Personal Business: Smart Money
A NOT-TOO-RISKY WAY TO DOUBLE THOSE 3% YIELDS
At a time when uncertain ty rules the financial markets even more than usual, finding a good parking spot for money is no mean feat. For investors willing to move up a few notches on the risk scale, an alternative to certificates of deposit and money-market funds is short-term bond funds, which can yield close to 7%. The trade-off: You could lose principal, and if a recovery takes hold, rising short-term interest rates will nibble away at returns.

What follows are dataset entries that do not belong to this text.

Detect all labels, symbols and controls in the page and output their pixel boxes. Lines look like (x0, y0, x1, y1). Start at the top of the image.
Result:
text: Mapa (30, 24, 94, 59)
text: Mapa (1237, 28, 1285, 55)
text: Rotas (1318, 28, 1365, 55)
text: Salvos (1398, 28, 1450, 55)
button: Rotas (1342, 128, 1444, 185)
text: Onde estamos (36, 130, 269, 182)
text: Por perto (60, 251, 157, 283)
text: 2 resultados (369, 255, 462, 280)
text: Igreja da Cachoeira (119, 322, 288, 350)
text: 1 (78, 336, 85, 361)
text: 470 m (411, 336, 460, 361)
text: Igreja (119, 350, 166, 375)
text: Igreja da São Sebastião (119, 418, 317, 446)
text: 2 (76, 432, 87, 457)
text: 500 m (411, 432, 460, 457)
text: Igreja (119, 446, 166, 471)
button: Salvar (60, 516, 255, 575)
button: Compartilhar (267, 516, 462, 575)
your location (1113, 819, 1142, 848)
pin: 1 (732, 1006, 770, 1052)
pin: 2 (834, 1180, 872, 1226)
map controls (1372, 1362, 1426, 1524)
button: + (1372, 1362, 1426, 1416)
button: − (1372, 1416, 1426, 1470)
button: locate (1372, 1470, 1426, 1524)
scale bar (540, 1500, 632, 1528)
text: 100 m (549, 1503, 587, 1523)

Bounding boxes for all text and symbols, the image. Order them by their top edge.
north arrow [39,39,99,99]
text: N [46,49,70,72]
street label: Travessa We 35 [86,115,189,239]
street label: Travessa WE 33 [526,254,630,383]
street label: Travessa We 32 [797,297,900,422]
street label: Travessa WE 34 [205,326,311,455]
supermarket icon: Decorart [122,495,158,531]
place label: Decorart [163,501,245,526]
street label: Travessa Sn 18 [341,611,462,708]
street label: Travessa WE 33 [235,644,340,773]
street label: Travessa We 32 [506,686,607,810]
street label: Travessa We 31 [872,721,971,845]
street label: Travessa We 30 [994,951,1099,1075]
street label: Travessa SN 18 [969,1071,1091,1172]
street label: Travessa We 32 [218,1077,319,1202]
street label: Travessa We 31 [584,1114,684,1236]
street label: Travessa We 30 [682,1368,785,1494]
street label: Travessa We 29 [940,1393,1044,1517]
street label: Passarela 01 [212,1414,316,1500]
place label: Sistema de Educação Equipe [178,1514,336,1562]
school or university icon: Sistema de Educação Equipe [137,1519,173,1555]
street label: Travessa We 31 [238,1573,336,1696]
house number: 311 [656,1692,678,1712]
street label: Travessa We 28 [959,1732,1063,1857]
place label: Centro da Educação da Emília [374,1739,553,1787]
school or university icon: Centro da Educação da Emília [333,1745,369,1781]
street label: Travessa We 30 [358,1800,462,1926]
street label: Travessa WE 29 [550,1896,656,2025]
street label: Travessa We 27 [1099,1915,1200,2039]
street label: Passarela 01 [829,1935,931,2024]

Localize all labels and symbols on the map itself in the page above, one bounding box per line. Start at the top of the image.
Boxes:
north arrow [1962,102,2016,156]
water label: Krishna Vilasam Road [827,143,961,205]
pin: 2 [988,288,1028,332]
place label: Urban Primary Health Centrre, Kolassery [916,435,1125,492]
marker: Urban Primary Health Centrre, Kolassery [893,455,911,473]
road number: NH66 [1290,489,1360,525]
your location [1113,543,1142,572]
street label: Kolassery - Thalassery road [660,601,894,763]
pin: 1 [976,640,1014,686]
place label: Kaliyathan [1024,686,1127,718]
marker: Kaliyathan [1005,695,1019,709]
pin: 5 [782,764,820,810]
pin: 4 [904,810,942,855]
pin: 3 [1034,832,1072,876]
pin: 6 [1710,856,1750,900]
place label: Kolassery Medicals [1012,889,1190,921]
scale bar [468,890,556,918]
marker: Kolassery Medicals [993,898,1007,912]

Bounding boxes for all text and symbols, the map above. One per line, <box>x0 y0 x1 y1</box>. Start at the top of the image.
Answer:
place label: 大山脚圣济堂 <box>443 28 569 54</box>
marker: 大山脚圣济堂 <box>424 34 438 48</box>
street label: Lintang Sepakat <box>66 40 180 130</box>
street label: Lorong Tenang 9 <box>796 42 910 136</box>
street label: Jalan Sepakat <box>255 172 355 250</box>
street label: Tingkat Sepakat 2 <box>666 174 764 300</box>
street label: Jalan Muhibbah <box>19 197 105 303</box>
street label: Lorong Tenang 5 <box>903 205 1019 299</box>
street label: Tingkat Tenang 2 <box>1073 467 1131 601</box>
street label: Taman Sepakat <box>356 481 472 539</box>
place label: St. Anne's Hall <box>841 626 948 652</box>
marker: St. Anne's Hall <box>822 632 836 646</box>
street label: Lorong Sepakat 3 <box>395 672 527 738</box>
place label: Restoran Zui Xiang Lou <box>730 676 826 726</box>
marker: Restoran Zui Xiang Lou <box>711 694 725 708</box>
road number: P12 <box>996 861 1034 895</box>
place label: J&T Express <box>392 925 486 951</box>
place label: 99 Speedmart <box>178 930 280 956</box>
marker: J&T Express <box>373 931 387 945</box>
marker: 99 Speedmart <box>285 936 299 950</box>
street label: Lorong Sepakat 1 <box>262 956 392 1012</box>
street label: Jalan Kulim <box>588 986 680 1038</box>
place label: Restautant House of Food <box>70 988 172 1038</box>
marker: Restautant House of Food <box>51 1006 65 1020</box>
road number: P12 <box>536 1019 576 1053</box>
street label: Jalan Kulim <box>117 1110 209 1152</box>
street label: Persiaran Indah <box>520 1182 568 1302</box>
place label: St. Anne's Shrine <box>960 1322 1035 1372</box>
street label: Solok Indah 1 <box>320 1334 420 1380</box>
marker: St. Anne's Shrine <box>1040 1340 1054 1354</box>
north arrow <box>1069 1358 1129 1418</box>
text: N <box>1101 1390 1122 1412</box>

Despite the hazards, a number of investment advisers say that such funds can make good financial sense. "Money-market rates are so low that it's probably worth stepping up a little bit on the risk scale to get a return double what you'd get in a money-market fund," says Kurt Brouwer, president of Brouwer & Janachowski, a San Francisco-based investment advisory firm.
Short-term bond funds limit their interest-rate risk by maintaining the average maturity of their portfolios at just three years or less. The type of debt securities held in these funds varies greatly, with some focusing on Treasuries, others in the debt of federal agencies--such as mortgage-backed securities--and still other funds buying only corporate debt. The quality of credit also varies among short-term bond funds. Some boost yields by investing in riskier securities, including collateralized mortgage obligations, foreign bonds, and lower-rated or unrated debt.
STAYING AHEAD. What sort of damage could an increase in short-term interest rates wreak on the bond funds' returns? Thomas Poor, portfolio manager of the $2.5 billion Scudder Short-Term Bond Fund, says the interest-rate risk of his fund is 2% in capital for every 1% that interest rates rise on three-year Treasuries. With his bond fund yielding 7.25%, vs. the average money fund's 3.5%, "I have a 3.75% yield advantage over money funds, so if I lose 2% in capital, I more than make up for it in income," says Poor.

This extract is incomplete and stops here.